In conclusion, the high contamination level observed in our samples must be assumed as unacceptable for a kitchen tool, considering the potential role of sponges in cross contamination events. Sponges create a setting for colonization and subsequent microbial replication thanks to favorable factors such as high-level humidity, presence of organic residuals and promiscuous use. Moreover, the presence of ESBL-producing strains in kitchen sponges confirms how the domestic settings are potential transmission pathways, explaining the spread of ESBL Enterobacteriaceae from the food chain to humans (Tschudin-Sutter et al., 2014).

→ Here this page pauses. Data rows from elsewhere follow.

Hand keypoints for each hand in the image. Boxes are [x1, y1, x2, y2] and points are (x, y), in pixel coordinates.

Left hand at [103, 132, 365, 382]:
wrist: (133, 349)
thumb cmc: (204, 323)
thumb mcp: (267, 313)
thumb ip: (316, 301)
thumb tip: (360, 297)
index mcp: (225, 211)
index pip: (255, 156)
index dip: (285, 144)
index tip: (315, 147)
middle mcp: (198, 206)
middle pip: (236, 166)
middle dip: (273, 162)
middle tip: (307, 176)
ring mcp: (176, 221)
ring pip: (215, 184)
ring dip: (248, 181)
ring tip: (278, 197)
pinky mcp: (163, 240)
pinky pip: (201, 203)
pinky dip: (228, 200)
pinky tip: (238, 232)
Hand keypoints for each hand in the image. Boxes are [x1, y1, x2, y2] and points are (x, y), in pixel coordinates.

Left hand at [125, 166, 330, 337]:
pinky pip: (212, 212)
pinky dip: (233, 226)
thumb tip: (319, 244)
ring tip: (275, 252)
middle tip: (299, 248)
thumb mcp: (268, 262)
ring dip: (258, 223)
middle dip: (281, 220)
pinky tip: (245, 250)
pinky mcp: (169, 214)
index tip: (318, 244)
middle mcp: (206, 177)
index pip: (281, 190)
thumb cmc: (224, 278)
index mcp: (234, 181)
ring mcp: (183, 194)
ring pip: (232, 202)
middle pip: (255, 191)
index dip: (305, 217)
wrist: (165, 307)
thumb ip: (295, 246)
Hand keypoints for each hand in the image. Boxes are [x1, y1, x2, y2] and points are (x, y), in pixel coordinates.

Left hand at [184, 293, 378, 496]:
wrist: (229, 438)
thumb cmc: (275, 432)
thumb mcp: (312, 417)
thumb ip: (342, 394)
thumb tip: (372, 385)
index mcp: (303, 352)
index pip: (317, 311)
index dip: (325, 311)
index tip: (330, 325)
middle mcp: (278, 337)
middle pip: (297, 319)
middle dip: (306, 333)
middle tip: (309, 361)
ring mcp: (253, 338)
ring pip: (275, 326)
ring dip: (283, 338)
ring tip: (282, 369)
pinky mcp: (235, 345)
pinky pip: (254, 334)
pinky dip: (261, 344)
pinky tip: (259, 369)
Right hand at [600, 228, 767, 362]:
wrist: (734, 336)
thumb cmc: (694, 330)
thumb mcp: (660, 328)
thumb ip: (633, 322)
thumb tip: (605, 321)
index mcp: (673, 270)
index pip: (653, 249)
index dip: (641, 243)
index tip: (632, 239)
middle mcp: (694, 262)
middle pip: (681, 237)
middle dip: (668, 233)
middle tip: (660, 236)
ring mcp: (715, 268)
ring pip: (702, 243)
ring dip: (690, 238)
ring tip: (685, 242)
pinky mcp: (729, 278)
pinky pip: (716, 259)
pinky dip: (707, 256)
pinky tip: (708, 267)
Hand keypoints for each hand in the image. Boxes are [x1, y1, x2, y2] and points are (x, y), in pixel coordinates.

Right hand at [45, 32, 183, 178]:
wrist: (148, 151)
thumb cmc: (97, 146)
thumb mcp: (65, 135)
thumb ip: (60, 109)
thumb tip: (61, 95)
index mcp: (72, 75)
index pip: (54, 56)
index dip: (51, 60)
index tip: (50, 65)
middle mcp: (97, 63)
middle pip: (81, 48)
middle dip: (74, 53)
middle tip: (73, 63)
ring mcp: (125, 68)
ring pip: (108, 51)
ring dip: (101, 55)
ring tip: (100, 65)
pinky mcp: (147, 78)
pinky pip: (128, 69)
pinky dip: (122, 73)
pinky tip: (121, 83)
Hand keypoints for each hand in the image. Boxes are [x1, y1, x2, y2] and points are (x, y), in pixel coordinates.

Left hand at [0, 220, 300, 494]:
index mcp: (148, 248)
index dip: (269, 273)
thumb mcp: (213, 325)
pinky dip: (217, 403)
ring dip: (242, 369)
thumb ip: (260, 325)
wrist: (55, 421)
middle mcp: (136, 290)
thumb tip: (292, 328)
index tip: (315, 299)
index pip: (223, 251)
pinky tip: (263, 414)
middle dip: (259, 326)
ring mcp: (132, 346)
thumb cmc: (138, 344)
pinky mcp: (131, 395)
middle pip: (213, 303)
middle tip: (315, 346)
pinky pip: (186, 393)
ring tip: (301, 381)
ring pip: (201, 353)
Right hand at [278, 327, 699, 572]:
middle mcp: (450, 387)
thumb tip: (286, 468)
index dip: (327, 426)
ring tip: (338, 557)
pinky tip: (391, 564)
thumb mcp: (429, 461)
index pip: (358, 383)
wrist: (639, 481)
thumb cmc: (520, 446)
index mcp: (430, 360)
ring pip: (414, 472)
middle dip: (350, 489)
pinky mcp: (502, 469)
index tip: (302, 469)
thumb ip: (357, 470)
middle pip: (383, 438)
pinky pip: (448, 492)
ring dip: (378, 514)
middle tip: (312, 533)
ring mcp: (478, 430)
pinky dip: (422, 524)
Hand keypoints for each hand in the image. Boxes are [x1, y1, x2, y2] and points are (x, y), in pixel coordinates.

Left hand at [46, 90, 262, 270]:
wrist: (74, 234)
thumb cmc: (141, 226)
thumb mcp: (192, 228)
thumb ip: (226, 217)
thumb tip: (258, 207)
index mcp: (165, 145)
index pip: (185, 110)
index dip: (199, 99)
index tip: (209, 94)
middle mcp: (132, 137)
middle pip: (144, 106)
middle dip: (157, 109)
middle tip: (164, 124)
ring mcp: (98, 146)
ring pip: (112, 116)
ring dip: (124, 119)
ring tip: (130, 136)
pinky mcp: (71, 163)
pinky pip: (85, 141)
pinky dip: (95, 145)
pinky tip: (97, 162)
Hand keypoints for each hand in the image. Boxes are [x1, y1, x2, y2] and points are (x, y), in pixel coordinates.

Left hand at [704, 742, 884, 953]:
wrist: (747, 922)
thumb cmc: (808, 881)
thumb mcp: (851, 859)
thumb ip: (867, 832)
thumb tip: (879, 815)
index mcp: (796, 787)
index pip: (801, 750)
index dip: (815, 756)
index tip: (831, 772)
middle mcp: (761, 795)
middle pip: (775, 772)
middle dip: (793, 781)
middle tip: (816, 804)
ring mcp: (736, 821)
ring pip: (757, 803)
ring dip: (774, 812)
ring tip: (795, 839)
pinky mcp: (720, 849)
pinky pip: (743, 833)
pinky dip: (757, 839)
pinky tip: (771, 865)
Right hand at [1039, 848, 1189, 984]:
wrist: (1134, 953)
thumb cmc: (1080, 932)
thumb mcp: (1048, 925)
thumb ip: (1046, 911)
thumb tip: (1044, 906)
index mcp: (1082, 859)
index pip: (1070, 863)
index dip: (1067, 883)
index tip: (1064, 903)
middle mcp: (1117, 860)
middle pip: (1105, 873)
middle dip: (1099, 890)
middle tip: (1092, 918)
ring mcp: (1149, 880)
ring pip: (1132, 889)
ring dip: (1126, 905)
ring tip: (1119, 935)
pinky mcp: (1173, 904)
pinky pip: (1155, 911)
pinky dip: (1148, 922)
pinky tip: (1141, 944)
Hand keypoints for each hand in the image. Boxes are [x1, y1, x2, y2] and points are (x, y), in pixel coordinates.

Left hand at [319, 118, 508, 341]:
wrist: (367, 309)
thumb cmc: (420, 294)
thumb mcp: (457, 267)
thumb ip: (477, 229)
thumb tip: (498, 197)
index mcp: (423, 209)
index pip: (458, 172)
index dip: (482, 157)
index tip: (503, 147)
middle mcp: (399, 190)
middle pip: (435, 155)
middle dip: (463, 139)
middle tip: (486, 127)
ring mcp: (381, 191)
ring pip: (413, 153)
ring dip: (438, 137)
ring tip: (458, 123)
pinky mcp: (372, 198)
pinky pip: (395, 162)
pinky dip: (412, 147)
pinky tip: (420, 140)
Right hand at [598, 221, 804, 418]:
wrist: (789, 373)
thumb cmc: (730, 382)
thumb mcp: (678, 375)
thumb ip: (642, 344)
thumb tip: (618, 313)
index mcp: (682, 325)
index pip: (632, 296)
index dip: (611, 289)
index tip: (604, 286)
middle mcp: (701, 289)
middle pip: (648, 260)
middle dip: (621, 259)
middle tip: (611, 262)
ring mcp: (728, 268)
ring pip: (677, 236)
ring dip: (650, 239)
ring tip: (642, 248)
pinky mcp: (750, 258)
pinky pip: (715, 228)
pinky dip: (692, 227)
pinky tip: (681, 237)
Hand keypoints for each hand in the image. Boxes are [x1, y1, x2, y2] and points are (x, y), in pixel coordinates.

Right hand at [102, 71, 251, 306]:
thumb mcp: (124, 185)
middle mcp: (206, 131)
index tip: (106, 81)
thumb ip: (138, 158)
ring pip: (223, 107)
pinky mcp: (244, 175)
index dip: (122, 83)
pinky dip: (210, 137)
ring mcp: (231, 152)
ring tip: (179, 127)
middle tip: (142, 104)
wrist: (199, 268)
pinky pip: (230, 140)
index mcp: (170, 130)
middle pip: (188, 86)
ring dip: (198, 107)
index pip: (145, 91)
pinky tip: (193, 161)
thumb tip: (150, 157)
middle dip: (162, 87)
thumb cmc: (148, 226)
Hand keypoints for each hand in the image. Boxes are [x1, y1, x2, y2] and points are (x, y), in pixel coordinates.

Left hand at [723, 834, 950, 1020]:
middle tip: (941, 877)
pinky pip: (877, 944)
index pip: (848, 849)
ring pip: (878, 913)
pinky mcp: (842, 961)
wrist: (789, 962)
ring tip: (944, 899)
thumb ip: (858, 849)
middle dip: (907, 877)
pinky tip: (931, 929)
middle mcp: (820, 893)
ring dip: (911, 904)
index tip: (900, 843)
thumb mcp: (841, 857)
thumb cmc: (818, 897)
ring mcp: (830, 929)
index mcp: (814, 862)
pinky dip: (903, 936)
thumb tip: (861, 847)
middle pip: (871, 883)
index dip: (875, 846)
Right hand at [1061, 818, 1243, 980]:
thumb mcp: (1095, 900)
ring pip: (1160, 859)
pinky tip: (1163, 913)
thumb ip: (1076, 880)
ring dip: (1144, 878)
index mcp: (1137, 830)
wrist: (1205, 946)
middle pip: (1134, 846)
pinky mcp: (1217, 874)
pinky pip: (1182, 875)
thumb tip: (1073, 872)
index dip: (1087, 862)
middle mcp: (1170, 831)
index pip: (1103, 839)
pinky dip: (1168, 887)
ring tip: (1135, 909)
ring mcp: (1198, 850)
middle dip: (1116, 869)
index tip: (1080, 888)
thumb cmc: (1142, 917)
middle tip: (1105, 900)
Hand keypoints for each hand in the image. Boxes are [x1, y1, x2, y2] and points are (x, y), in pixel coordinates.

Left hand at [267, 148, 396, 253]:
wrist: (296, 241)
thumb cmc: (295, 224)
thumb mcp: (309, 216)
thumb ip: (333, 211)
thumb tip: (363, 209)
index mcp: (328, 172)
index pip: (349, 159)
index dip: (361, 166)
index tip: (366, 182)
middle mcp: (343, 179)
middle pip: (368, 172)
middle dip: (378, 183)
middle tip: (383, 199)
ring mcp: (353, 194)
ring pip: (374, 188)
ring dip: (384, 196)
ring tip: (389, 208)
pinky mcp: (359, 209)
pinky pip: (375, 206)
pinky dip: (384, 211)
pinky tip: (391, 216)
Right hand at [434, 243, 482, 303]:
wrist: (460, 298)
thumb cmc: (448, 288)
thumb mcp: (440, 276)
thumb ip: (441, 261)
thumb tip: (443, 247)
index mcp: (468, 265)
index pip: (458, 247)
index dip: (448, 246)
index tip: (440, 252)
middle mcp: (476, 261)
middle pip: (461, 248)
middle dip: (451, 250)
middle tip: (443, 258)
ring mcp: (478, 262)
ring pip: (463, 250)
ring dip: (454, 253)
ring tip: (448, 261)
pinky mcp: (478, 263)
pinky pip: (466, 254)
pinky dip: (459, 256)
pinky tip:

Microorganisms, in fact, in kitchen cloths and sponges are protected by soil aggregates, surviving thermal or chemical stress of washing (Park et al., 2006). For all these reasons in order to reduce microbial loads, it would be necessary change, frequently, kitchen sponges and make, periodically, efficient sanification treatments. Microwave and dishwasher, reaching high temperatures, represent the most effective treatments to reduce, significantly, microbial loads (Park et al., 2006; Sharma et al., 2009). High temperature in combination with washing is more effective in reducing bacteria in kitchen sponges than using heat alone (Tate, 2006). As reported by Erdoğrul and Erbilir (2005), the regular dish washing liquid was not effective in reduction of bacteria in the house hold in use sponges, as the presence of food residues strongly reduces the product’s efficacy, while in the laboratory tests, the regular dish washing liquid was demonstrated to be effective in reduction of bacteria. The necessity of efficient sanification treatments is supported by the detection of pathogenic and ESBL producing strains, confirming kitchen sponges as vehicle of their transmission and permanence in domestic settings.